Bu ruhsal komunizmin fikridir. Bhāgavata'da bu şeyler, ruhsal komunizmin nasıl hissedileceği ifade edilir. Ruhsal komunizmde... Günümüz komunistleri sadece insanı düşünür. Ve hayvanlar mezbahalara gönderilir. İnsan ve hayvan aynı toprakta doğduğu halde... Aslında onlar da vatandaştır. Vatandaş demek o belli başlı toprakta doğmu olan kimse demektir. O halde bu hayvanlar neden vatandaş olmasın? Ama onların Kṛṣṇa bilinci olmadığı için o kadar geniş düşünemezler. Milliyetçiliğin hayvalarla, bitkilerle değil de insanla sınırlı olduğu anlamına geldiğini sanarlar. Lakin Kṛṣṇa bilinçli olduğunuz zaman anlarsınız ki ağaçlar, bitkiler, sürüngenler, su canlıları, insanlar, vahşi hayvanlar, herkes, her birimiz Tanrının önemli küçük parçalarıyız. Açıkladığım gibi, onlar karmalarına göre farklı bedenler, renkler almışlardır. kāraṇam guṇa-sango 'sya sad-asad-janma-yoniṣu (BG 13.22) ya göre.
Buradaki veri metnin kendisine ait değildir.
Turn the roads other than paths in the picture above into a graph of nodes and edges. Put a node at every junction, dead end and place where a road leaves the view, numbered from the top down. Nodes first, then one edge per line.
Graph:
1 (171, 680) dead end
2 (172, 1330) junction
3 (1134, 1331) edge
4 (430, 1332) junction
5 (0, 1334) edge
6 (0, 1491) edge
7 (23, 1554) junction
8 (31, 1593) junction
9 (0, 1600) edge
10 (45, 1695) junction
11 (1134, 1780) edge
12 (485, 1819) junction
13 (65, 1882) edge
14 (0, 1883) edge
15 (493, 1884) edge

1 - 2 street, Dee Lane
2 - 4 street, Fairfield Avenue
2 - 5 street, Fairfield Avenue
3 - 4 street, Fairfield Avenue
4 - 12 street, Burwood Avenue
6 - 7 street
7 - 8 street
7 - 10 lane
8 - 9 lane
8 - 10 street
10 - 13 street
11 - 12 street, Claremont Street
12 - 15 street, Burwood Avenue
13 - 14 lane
Bu şeyler Bhagavad-gītā'da anlatılır. Kişinin karmasına göre farklı bir tip bedeni vardır. Karmaṇā daiva netreṇa jantor deha upapattaye (SB 3.31.1). Karmaya göre bir sonraki bedeni yaratırız. Dolayısıyla bu büyük bir bilimdir. İnsanlar bu şeylerin nasıl olduğunu, nasıl o kadar çok yaşam türü olduğunu, birinin nasıl sözde mutlu, birinin sözde sıkıntıda olduğunu bilmez. Neden biri zengin, biri fakirdir. Neden bir sürü gezegen vardır? Neden bazıları yarıtanrıdır ve bazıları da insandır, bazıları hayvandır? Büyük bir bilimdir, ama bu bilginin gelişimi modern üniversitelerde ya da eğitim enstitülerinde yok. Muhtemelen biz bu Kṛṣṇa bilinci bilimini yaymaya çalışan tek insan grubuyuz. lakin bu durumu anlamak için mükemmel bir bilimdir.